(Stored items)
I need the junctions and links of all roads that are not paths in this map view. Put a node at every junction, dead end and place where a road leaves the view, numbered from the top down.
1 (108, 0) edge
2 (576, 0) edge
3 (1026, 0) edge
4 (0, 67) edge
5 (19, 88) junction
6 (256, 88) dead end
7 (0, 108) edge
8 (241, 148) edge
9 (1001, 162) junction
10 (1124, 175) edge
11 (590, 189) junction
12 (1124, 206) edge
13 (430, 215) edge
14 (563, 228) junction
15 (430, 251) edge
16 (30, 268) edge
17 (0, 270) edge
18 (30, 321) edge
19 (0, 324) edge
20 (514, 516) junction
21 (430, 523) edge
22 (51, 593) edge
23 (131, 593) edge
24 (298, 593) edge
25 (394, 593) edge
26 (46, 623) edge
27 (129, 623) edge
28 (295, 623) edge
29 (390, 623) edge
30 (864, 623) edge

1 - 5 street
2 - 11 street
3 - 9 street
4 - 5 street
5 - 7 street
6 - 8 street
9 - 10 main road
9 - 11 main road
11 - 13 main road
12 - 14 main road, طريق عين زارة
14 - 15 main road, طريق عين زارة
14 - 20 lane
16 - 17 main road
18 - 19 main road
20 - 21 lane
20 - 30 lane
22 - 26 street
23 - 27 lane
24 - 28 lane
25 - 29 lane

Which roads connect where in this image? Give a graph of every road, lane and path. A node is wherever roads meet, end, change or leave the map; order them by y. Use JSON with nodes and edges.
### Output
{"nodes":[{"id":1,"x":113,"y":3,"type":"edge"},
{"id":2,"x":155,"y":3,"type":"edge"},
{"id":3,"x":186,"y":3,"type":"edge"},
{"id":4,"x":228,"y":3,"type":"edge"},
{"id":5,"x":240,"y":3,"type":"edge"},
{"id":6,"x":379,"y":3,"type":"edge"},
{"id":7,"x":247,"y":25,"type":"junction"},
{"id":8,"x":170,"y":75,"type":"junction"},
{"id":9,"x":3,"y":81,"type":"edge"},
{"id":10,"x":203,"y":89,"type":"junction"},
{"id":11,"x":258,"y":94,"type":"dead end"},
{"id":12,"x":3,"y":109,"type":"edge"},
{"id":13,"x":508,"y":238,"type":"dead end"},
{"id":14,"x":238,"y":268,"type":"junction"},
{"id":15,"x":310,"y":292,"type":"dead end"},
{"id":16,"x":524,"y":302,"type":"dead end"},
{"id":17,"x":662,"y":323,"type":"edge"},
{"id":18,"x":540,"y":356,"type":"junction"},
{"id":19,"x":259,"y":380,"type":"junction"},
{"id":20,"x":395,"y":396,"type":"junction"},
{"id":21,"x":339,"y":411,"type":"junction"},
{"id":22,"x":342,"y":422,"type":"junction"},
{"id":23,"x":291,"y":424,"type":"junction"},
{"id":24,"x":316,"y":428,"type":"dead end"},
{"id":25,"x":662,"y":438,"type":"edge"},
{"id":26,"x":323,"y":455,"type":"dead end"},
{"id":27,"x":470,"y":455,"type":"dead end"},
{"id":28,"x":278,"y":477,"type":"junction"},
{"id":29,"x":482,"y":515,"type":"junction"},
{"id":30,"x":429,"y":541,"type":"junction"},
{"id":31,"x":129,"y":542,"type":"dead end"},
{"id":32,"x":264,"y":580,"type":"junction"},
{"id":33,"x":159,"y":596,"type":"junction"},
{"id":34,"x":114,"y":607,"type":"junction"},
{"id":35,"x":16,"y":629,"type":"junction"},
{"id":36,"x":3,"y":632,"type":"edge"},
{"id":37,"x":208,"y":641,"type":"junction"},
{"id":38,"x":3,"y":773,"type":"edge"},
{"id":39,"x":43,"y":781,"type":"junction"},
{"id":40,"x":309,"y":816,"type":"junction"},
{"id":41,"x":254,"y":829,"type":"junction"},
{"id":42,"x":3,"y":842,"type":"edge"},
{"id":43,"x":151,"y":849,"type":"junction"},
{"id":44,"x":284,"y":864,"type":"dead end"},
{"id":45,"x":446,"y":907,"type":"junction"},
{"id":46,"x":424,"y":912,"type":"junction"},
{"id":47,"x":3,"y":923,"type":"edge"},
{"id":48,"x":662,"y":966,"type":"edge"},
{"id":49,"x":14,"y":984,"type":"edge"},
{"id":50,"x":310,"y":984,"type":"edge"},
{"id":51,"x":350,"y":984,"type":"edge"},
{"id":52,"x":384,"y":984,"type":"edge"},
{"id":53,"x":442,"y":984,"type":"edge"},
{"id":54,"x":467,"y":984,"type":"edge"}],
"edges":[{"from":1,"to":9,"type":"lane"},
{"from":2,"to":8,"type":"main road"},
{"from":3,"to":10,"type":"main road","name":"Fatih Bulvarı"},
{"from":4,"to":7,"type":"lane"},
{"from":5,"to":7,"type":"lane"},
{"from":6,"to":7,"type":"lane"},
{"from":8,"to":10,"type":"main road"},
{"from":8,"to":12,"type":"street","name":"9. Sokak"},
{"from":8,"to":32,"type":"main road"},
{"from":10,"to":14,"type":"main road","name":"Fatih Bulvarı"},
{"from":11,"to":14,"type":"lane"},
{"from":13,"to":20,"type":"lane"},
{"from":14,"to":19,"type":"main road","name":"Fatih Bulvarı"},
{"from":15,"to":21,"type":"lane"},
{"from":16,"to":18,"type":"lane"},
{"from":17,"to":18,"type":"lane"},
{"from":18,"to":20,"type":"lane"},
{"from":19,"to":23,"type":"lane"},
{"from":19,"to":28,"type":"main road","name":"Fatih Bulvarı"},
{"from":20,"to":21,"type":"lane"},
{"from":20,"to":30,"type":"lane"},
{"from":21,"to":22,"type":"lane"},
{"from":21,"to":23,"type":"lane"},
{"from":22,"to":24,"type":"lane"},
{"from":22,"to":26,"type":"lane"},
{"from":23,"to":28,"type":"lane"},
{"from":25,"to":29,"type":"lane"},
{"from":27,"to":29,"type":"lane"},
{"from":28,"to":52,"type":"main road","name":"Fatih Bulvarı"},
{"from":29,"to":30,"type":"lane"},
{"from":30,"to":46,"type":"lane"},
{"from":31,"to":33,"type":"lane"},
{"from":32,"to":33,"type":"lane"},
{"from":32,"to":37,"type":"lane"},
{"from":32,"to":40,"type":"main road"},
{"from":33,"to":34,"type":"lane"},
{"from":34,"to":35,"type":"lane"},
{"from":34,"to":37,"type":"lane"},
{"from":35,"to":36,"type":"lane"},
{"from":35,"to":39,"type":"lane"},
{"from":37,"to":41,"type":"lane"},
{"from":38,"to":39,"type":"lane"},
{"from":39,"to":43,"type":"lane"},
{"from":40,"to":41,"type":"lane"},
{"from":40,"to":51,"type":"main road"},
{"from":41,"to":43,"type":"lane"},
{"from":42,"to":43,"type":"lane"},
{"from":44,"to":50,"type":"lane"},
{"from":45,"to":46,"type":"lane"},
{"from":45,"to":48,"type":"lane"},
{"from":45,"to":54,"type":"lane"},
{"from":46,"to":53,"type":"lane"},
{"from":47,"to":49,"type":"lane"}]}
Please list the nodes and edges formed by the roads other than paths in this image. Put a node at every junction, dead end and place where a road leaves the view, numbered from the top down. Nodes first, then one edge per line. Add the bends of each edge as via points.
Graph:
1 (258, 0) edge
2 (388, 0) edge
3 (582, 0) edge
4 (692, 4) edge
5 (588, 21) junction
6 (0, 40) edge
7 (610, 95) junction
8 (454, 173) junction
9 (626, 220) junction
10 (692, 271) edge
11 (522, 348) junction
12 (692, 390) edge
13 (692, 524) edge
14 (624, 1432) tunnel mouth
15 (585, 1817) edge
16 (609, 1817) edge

## Exercise instructions
Your answer should consist only of the lines from the one that holds "Please list the" to the end of the entries above, both ends included, each repeated exactly.

## Written answer
Please list the nodes and edges formed by the roads other than paths in this image. Put a node at every junction, dead end and place where a road leaves the view, numbered from the top down. Nodes first, then one edge per line. Add the bends of each edge as via points.
Graph:
1 (258, 0) edge
2 (388, 0) edge
3 (582, 0) edge
4 (692, 4) edge
5 (588, 21) junction
6 (0, 40) edge
7 (610, 95) junction
8 (454, 173) junction
9 (626, 220) junction
10 (692, 271) edge
11 (522, 348) junction
12 (692, 390) edge
13 (692, 524) edge
14 (624, 1432) tunnel mouth
15 (585, 1817) edge
16 (609, 1817) edge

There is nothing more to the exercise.